#### [EXERCISE OBJECTIVE]
Every line containing "Norte" should be identified and copied from the data below.

Stored data entries
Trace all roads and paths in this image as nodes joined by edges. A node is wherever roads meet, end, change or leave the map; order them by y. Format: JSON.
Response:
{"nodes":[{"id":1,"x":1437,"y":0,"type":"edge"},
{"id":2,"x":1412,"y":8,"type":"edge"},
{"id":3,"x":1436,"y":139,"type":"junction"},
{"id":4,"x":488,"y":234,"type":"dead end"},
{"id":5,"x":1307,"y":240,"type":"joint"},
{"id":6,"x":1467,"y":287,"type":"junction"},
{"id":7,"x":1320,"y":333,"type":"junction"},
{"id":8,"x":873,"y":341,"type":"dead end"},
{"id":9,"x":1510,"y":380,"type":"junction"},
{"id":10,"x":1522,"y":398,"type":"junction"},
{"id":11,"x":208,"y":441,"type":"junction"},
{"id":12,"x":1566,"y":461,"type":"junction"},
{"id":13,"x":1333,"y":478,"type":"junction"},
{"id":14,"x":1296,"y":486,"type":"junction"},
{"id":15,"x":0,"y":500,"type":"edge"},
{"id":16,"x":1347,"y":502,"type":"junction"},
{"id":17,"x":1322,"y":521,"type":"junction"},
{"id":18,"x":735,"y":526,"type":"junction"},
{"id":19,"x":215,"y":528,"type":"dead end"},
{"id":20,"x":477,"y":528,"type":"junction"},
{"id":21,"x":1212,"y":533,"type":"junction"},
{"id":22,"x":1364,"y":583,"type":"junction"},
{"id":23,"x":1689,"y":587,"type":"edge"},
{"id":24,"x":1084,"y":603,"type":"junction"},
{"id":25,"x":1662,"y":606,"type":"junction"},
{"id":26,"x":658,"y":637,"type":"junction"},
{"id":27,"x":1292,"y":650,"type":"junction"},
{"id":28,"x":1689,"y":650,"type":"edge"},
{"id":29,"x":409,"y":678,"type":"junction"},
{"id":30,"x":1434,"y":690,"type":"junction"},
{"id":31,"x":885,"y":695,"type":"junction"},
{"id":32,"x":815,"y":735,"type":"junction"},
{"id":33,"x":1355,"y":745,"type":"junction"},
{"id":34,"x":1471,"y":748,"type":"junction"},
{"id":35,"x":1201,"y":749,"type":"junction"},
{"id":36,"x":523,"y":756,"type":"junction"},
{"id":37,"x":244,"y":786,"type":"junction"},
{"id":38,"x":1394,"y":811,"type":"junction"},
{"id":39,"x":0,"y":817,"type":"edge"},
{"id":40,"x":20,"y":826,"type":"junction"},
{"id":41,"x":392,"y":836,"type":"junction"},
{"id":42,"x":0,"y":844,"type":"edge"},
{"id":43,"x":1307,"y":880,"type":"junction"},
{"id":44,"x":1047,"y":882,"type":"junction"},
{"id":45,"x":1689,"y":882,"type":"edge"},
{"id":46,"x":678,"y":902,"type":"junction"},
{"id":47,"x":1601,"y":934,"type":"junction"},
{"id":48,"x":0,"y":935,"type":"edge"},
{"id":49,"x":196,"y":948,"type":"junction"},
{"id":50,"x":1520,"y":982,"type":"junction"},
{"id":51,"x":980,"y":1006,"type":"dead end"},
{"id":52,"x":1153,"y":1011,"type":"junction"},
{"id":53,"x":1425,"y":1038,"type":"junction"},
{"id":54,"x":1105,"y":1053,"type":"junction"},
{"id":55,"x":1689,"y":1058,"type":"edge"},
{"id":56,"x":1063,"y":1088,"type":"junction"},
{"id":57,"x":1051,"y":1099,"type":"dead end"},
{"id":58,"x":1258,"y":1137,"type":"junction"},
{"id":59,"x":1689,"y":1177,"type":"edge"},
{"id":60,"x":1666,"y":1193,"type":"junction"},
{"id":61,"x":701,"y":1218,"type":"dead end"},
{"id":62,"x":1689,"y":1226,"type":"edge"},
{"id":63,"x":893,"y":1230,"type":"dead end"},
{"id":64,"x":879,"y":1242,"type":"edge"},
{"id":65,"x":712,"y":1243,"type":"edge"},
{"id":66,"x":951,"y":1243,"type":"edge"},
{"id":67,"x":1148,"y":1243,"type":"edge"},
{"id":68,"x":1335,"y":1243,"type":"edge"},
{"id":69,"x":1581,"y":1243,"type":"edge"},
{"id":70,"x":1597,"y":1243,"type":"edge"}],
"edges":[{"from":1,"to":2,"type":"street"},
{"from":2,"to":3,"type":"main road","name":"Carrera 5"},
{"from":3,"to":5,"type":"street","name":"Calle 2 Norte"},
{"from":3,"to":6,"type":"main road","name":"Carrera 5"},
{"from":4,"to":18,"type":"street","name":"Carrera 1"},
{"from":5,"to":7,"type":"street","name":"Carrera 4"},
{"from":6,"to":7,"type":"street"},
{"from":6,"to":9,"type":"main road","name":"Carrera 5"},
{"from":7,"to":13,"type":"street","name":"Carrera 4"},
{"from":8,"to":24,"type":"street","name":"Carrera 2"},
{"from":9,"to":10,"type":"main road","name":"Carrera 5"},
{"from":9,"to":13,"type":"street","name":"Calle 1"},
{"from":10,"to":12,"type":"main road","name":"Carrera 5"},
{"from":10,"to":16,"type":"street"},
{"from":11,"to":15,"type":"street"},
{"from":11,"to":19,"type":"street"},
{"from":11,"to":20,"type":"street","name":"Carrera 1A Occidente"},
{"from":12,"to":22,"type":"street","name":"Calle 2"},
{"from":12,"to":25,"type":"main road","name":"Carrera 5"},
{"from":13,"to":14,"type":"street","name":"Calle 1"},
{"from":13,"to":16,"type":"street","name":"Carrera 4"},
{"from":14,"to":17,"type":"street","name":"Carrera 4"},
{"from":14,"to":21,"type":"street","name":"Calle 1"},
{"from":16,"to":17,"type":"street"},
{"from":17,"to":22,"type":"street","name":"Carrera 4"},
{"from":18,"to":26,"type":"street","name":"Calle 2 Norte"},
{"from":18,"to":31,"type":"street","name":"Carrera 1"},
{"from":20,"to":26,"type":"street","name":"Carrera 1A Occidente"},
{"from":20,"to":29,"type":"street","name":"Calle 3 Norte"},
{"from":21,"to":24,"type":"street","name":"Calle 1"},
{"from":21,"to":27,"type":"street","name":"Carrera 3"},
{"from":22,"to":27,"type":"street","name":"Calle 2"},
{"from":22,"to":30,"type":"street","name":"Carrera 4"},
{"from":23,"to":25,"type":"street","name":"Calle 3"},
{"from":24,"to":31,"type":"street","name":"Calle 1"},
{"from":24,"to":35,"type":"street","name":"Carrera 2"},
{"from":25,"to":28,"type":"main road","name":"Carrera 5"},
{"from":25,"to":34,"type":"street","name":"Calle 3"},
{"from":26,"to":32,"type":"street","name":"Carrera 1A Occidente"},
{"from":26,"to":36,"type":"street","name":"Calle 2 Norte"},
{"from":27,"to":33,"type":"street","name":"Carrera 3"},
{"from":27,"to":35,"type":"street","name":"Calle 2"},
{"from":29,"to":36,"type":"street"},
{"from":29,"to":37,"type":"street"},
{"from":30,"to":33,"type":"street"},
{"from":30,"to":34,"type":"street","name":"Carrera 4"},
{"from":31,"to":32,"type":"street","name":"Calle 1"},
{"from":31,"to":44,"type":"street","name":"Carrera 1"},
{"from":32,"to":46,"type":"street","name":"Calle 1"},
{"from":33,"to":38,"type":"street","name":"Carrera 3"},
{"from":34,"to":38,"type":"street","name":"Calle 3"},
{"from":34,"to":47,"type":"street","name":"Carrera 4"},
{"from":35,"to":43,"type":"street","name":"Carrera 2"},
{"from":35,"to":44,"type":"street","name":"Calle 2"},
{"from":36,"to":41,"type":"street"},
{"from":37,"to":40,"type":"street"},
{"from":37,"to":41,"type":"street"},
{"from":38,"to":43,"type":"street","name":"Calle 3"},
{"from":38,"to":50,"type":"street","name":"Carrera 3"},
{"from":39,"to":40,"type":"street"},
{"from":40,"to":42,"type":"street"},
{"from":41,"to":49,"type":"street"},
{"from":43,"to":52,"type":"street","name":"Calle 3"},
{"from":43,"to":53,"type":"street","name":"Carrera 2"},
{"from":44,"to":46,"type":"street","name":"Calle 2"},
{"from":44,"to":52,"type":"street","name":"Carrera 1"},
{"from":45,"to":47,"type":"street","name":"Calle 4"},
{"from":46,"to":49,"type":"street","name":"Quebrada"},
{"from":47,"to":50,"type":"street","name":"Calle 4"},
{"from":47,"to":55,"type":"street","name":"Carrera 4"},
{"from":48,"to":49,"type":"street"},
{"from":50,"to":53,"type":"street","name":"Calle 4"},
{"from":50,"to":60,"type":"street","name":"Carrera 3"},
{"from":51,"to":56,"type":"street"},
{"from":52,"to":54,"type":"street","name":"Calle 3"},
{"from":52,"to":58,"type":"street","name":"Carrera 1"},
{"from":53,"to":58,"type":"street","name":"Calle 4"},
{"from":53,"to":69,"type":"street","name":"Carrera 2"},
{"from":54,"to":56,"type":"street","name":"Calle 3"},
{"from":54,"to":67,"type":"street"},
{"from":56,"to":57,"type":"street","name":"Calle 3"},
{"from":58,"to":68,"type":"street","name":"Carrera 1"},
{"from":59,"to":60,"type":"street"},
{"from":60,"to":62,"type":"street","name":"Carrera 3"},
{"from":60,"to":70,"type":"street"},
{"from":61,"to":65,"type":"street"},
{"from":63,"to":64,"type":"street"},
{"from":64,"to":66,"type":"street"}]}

#### [OUTPUT FOR THIS EXERCISE]
{"from":3,"to":5,"type":"street","name":"Calle 2 Norte"},
{"from":18,"to":26,"type":"street","name":"Calle 2 Norte"},
{"from":20,"to":29,"type":"street","name":"Calle 3 Norte"},
{"from":26,"to":36,"type":"street","name":"Calle 2 Norte"},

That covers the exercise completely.